> _REQUIRED ACTION_
Whenever a line of the material contains the string "Commercial", it should be copied.
(SUPPLIED MATERIAL)
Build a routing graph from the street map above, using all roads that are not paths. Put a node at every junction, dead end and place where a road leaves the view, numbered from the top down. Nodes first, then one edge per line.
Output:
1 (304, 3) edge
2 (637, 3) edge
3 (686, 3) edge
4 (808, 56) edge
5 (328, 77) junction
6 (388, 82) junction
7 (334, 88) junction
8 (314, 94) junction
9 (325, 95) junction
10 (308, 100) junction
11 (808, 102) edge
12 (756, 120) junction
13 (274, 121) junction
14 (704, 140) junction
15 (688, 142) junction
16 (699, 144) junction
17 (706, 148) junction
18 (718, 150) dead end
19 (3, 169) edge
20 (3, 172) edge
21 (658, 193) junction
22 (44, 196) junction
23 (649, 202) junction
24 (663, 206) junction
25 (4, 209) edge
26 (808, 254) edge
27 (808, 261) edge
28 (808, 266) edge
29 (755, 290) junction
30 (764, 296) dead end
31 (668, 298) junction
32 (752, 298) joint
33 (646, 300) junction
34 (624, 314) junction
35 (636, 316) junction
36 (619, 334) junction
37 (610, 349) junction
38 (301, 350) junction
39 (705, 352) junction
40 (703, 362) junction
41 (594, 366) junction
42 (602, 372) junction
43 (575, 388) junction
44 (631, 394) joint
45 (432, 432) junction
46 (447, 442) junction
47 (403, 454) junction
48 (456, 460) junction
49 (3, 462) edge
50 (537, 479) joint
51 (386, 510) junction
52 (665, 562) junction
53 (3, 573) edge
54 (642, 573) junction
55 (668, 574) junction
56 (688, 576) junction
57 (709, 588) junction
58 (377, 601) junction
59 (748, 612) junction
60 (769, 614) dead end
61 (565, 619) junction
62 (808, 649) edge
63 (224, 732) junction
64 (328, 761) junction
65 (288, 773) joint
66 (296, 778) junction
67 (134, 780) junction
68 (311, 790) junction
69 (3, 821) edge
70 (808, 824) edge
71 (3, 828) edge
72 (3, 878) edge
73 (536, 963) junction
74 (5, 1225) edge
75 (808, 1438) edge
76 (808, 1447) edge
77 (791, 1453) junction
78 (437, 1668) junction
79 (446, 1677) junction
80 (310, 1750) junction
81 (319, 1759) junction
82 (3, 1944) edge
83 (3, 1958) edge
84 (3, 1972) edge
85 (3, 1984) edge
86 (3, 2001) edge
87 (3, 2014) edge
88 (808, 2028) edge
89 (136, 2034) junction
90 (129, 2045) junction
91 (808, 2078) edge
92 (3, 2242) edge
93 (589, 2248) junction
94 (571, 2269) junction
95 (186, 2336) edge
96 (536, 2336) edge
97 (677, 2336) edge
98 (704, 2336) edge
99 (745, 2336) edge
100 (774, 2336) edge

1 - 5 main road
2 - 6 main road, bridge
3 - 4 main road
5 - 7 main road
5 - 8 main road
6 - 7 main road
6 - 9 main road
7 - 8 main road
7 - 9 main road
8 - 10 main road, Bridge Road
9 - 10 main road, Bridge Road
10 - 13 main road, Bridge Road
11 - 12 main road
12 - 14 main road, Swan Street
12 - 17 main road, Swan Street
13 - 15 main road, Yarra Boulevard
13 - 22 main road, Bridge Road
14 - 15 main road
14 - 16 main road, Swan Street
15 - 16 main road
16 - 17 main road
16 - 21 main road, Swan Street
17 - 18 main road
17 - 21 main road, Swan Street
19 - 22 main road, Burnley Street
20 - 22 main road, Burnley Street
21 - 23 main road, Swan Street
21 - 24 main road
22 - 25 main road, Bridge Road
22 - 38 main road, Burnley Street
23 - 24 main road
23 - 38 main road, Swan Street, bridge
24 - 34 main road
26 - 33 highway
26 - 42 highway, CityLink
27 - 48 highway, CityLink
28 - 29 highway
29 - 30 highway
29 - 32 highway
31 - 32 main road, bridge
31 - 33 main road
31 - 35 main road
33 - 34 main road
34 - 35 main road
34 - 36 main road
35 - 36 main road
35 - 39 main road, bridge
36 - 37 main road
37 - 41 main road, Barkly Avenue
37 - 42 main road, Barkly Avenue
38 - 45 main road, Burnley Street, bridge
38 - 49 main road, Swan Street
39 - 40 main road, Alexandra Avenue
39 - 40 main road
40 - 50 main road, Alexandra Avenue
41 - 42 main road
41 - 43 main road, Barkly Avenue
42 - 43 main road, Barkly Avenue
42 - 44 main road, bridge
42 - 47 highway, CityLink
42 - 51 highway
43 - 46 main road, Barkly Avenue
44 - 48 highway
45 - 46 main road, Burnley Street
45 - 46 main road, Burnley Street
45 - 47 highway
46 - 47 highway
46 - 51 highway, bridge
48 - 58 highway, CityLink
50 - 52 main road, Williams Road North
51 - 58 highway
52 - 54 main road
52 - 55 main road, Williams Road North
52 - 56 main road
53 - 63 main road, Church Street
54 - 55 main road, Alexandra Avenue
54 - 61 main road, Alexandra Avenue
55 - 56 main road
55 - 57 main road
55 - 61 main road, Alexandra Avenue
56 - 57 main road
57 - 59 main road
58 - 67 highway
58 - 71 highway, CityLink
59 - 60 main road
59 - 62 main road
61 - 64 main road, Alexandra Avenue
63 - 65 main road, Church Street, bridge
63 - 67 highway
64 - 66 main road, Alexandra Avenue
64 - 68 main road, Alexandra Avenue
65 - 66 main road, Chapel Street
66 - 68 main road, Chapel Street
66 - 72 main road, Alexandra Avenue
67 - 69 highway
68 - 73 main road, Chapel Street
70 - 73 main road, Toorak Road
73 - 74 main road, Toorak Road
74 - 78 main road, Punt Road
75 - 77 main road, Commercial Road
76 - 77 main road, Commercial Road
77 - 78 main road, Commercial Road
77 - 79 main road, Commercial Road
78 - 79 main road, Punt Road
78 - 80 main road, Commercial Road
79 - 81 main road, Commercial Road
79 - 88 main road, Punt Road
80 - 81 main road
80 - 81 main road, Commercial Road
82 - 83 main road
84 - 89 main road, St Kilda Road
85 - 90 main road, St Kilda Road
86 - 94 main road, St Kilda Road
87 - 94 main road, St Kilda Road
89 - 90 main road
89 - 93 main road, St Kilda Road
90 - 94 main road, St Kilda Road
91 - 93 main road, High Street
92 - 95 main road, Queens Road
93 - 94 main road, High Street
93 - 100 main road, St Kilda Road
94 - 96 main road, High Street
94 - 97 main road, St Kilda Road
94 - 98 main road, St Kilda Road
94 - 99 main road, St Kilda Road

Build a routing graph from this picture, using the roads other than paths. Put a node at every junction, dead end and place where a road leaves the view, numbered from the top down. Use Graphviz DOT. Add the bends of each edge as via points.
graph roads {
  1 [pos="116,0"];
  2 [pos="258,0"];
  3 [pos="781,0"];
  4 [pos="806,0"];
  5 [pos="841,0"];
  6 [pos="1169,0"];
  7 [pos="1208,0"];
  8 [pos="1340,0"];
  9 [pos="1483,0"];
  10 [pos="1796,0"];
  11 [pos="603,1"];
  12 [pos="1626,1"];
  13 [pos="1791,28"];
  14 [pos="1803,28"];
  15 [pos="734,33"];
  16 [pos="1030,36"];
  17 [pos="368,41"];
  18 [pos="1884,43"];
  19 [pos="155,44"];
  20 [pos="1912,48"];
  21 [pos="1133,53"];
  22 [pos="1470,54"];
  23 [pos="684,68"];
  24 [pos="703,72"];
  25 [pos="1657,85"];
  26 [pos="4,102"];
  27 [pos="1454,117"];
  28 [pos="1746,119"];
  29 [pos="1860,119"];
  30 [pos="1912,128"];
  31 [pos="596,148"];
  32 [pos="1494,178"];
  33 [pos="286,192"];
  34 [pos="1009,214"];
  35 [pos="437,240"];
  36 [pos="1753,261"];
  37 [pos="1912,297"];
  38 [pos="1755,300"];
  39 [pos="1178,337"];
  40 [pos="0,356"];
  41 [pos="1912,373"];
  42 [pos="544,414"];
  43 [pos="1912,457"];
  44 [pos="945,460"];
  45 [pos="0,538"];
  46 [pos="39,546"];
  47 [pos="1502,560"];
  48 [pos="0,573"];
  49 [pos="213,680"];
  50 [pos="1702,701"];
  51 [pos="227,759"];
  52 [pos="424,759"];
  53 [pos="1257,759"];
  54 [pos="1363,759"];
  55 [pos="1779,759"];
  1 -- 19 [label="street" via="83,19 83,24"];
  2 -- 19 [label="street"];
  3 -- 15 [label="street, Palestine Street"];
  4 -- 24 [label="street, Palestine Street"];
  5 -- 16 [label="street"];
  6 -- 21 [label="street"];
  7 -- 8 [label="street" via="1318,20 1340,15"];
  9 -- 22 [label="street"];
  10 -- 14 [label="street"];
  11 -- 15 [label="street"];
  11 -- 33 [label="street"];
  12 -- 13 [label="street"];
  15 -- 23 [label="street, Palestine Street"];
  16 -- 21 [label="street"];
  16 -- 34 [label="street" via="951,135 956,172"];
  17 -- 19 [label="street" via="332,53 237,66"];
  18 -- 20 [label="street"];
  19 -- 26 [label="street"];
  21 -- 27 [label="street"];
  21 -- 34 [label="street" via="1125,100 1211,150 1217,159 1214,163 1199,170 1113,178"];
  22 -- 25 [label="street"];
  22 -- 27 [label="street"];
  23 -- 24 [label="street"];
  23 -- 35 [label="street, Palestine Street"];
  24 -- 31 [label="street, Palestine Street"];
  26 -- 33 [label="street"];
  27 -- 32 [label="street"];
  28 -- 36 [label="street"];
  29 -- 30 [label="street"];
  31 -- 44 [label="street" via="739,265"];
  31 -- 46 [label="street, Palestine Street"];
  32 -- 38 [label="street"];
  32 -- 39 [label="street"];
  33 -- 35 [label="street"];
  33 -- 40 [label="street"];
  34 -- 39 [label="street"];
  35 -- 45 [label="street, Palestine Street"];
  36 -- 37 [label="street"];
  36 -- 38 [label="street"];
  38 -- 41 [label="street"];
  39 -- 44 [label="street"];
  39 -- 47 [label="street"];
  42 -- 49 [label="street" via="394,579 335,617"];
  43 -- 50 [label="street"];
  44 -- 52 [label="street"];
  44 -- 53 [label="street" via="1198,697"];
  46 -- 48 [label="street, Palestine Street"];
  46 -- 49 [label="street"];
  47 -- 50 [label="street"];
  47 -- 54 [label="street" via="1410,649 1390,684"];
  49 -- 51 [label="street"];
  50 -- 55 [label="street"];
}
(End SUPPLIED MATERIAL)
> _EXERCISE RESPONSE_
75 - 77 main road, Commercial Road
76 - 77 main road, Commercial Road
77 - 78 main road, Commercial Road
77 - 79 main road, Commercial Road
78 - 80 main road, Commercial Road
79 - 81 main road, Commercial Road
80 - 81 main road, Commercial Road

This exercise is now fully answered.